----- Data shown

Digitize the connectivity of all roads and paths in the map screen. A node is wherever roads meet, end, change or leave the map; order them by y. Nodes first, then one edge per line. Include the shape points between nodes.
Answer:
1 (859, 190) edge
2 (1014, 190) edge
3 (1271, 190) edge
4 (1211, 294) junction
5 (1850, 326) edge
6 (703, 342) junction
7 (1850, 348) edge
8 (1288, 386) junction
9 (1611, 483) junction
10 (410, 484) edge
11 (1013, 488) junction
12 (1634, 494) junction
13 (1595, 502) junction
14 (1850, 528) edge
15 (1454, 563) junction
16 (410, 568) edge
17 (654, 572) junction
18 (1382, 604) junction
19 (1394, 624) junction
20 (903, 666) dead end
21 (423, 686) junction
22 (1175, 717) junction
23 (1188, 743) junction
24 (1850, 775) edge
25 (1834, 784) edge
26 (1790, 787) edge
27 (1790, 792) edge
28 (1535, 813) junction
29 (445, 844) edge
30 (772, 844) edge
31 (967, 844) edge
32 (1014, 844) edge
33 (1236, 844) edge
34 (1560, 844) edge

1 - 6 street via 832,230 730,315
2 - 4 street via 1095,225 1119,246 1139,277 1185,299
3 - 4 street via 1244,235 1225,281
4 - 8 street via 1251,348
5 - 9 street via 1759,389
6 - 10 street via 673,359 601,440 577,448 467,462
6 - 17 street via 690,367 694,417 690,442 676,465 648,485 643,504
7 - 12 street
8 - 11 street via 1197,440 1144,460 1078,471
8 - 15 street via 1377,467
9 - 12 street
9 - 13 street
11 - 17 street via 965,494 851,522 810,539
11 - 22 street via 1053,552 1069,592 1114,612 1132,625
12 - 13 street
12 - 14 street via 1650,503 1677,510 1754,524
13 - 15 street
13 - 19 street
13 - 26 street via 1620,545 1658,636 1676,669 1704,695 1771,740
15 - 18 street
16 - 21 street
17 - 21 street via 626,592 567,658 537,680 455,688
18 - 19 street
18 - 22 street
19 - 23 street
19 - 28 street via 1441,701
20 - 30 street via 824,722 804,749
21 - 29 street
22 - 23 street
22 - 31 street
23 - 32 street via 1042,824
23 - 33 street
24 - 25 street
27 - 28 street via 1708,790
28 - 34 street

----------

From the first line to the last, set down every record exactly as written above.

Digitize the connectivity of all roads and paths in the map screen. A node is wherever roads meet, end, change or leave the map; order them by y. Nodes first, then one edge per line. Include the shape points between nodes.
Answer:
1 (859, 190) edge
2 (1014, 190) edge
3 (1271, 190) edge
4 (1211, 294) junction
5 (1850, 326) edge
6 (703, 342) junction
7 (1850, 348) edge
8 (1288, 386) junction
9 (1611, 483) junction
10 (410, 484) edge
11 (1013, 488) junction
12 (1634, 494) junction
13 (1595, 502) junction
14 (1850, 528) edge
15 (1454, 563) junction
16 (410, 568) edge
17 (654, 572) junction
18 (1382, 604) junction
19 (1394, 624) junction
20 (903, 666) dead end
21 (423, 686) junction
22 (1175, 717) junction
23 (1188, 743) junction
24 (1850, 775) edge
25 (1834, 784) edge
26 (1790, 787) edge
27 (1790, 792) edge
28 (1535, 813) junction
29 (445, 844) edge
30 (772, 844) edge
31 (967, 844) edge
32 (1014, 844) edge
33 (1236, 844) edge
34 (1560, 844) edge

1 - 6 street via 832,230 730,315
2 - 4 street via 1095,225 1119,246 1139,277 1185,299
3 - 4 street via 1244,235 1225,281
4 - 8 street via 1251,348
5 - 9 street via 1759,389
6 - 10 street via 673,359 601,440 577,448 467,462
6 - 17 street via 690,367 694,417 690,442 676,465 648,485 643,504
7 - 12 street
8 - 11 street via 1197,440 1144,460 1078,471
8 - 15 street via 1377,467
9 - 12 street
9 - 13 street
11 - 17 street via 965,494 851,522 810,539
11 - 22 street via 1053,552 1069,592 1114,612 1132,625
12 - 13 street
12 - 14 street via 1650,503 1677,510 1754,524
13 - 15 street
13 - 19 street
13 - 26 street via 1620,545 1658,636 1676,669 1704,695 1771,740
15 - 18 street
16 - 21 street
17 - 21 street via 626,592 567,658 537,680 455,688
18 - 19 street
18 - 22 street
19 - 23 street
19 - 28 street via 1441,701
20 - 30 street via 824,722 804,749
21 - 29 street
22 - 23 street
22 - 31 street
23 - 32 street via 1042,824
23 - 33 street
24 - 25 street
27 - 28 street via 1708,790
28 - 34 street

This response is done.